Saved data entries

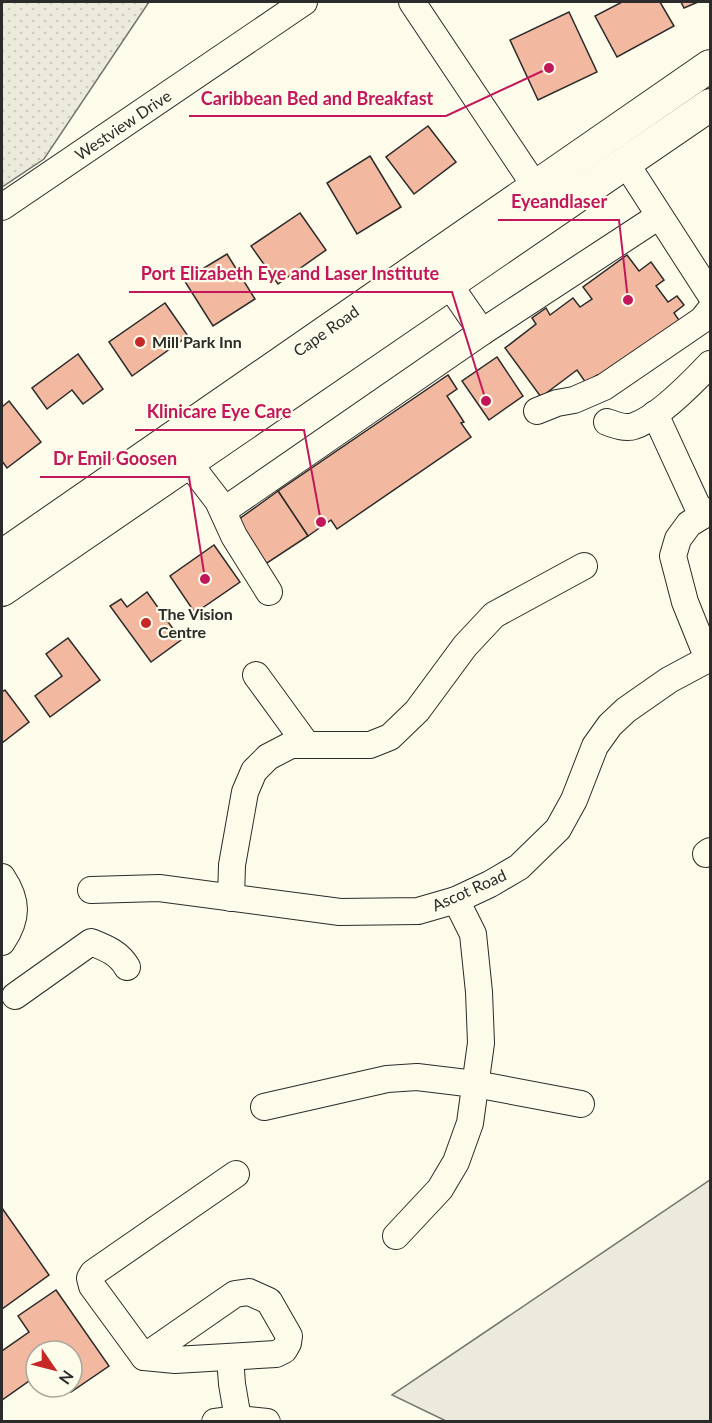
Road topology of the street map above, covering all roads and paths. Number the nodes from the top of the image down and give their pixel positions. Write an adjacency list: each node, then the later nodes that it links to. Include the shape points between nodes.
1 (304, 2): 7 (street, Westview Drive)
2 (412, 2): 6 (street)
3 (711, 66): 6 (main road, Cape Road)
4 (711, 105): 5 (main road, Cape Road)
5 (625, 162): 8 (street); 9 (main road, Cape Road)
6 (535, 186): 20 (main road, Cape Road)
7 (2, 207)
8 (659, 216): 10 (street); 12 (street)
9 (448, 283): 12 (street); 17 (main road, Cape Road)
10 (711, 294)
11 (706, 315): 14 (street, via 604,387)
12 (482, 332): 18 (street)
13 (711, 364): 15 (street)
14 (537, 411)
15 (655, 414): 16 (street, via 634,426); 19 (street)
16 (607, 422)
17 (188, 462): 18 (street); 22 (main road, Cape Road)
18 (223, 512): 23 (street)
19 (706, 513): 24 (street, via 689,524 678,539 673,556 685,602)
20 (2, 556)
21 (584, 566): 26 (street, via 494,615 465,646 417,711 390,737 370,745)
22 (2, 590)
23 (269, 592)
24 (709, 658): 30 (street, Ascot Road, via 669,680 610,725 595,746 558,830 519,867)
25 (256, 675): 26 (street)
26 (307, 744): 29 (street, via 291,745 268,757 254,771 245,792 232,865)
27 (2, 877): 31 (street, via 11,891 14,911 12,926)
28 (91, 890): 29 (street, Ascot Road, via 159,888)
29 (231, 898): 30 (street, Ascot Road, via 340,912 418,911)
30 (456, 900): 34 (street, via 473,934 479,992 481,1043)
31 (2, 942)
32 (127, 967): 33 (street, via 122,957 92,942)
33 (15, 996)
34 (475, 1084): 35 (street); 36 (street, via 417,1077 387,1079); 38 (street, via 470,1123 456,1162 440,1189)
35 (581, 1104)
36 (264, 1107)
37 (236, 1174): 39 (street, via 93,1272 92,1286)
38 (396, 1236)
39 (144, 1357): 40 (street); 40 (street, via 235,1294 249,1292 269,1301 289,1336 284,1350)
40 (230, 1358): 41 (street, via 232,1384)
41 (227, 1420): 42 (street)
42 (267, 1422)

...

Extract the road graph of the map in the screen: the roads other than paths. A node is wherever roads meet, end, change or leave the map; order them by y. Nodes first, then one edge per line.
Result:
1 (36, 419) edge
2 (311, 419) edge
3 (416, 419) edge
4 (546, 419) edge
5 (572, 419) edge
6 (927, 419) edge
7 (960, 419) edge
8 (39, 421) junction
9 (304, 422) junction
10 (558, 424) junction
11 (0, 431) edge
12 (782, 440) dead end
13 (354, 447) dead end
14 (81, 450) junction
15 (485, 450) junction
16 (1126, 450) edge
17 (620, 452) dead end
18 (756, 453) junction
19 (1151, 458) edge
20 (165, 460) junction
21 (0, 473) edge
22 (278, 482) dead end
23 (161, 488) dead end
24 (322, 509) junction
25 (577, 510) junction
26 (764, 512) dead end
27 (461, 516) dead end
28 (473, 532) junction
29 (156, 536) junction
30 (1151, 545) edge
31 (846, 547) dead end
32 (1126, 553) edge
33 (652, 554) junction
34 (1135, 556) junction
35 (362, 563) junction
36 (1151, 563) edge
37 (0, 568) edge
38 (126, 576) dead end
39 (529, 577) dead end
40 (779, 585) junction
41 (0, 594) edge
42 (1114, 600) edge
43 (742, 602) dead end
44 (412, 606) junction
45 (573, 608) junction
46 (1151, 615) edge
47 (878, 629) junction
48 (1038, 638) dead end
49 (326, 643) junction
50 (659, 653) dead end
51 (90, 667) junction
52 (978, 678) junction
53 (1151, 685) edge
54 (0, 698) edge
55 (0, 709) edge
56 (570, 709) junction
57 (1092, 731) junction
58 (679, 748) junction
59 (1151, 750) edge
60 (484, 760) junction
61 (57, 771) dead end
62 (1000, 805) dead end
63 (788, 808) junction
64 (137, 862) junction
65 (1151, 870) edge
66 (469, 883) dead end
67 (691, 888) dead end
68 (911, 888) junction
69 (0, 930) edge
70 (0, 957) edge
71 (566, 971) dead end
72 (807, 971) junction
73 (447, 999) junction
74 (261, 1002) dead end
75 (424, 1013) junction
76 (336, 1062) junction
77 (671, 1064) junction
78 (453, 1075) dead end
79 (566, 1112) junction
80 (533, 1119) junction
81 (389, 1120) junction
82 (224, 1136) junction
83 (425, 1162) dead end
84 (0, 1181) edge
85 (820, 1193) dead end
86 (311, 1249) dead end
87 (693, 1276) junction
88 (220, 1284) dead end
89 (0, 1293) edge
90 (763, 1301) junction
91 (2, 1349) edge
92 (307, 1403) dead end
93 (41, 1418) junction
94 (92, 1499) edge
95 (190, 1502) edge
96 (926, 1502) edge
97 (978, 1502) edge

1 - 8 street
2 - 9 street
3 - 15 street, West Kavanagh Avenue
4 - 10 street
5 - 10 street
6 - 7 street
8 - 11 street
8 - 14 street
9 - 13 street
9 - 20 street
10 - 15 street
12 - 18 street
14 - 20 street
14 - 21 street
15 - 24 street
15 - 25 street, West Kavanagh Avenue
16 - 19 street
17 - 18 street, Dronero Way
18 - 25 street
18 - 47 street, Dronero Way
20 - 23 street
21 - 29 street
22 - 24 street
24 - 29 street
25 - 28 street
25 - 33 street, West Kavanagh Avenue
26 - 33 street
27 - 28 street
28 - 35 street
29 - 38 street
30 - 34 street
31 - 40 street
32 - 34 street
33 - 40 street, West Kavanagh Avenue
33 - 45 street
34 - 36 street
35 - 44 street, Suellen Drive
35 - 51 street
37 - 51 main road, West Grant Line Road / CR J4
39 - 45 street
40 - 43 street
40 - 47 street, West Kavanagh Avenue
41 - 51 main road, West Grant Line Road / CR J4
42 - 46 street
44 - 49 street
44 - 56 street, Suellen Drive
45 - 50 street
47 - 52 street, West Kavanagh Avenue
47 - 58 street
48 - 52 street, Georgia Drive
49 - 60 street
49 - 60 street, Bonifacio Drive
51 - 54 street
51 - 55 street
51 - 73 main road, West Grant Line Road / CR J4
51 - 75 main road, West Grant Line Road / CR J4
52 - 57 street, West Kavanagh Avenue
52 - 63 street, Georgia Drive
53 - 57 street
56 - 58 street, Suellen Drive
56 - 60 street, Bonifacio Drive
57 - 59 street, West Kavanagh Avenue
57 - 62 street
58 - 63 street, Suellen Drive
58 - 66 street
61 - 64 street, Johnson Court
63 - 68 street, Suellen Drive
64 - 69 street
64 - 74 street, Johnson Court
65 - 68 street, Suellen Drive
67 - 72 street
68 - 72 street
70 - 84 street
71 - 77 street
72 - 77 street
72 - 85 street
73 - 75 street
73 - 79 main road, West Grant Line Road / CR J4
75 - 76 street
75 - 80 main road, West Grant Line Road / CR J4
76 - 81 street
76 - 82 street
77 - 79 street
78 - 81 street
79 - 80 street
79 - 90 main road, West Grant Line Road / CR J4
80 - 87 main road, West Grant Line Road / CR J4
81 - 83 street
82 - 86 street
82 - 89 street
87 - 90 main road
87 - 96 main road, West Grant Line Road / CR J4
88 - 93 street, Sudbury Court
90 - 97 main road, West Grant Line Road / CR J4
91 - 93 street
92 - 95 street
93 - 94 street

= EXERCISE REQUIREMENTS =
Please copy each line of the records above in which the word "Dronero" can be found.

= RESULT =
17 - 18 street, Dronero Way
18 - 47 street, Dronero Way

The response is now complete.